Filter the lines below, copying only those with the string "POMMIER".
......
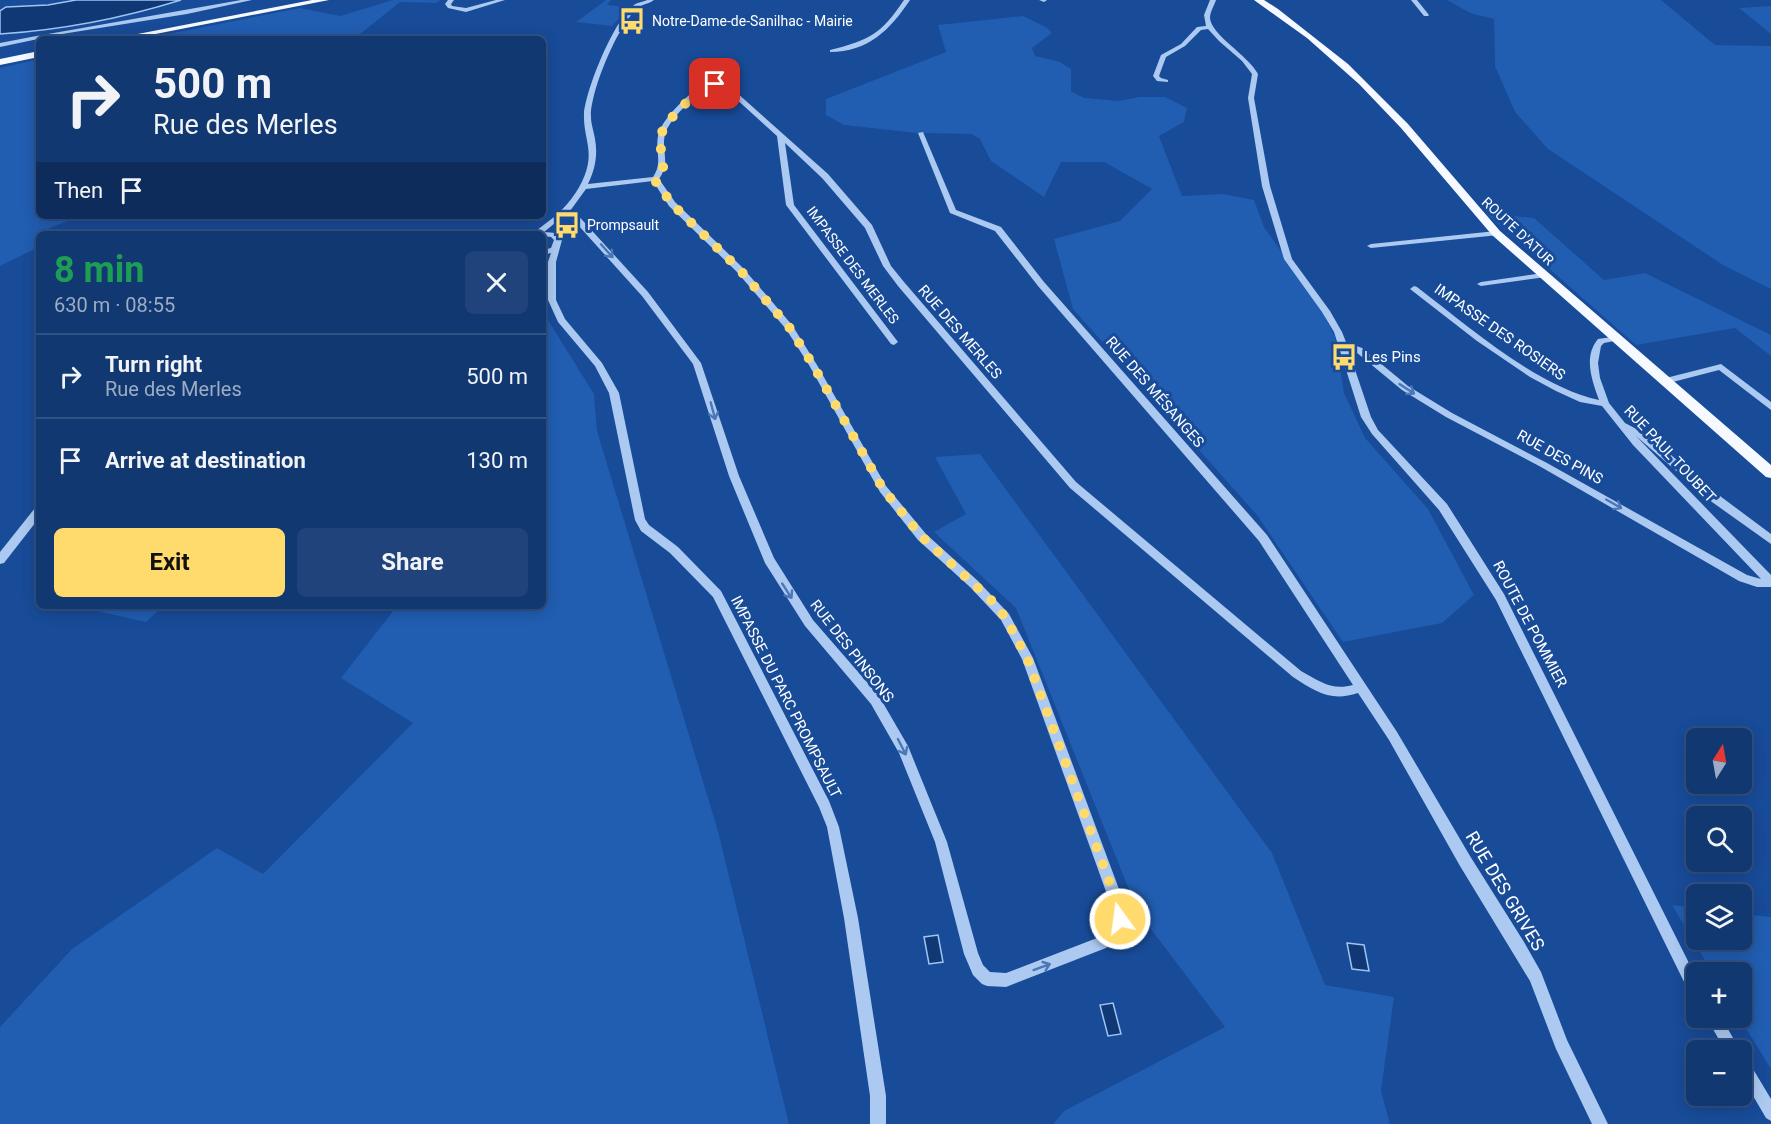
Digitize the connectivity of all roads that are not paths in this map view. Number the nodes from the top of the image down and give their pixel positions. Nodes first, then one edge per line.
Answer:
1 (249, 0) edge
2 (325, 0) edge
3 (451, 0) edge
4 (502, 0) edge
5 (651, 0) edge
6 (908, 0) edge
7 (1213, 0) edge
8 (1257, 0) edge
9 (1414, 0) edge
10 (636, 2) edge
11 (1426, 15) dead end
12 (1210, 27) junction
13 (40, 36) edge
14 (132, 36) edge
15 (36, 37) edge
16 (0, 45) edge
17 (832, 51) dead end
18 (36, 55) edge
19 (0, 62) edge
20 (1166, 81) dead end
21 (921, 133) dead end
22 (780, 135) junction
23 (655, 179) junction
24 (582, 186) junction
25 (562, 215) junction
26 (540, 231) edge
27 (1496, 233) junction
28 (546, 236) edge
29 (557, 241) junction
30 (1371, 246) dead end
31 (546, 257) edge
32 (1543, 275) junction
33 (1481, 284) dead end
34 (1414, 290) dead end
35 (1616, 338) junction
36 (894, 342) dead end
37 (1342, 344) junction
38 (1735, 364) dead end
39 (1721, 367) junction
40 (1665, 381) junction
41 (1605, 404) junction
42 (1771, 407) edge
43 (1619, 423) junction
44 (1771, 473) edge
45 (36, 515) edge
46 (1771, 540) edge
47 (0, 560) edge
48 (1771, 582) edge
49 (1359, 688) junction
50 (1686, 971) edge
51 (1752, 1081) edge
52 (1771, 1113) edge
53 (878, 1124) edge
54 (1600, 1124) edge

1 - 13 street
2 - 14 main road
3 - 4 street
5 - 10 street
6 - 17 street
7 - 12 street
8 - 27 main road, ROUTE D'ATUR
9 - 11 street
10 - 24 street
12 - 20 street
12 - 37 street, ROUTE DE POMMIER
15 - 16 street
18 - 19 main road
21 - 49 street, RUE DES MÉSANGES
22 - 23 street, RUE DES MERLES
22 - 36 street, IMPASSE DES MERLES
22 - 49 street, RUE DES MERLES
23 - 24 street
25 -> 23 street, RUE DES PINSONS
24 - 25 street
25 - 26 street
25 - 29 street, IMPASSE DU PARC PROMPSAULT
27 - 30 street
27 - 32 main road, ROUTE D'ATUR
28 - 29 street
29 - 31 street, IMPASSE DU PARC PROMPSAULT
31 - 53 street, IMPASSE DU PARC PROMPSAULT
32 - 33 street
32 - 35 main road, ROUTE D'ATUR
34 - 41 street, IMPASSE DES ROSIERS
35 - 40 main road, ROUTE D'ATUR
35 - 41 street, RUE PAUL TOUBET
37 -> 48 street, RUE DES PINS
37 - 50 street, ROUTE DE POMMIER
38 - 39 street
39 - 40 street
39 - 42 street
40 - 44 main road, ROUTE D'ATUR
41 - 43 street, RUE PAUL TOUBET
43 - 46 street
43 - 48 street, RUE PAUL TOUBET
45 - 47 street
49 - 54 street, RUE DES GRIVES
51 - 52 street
......
- **Task output**:
12 - 37 street, ROUTE DE POMMIER
37 - 50 street, ROUTE DE POMMIER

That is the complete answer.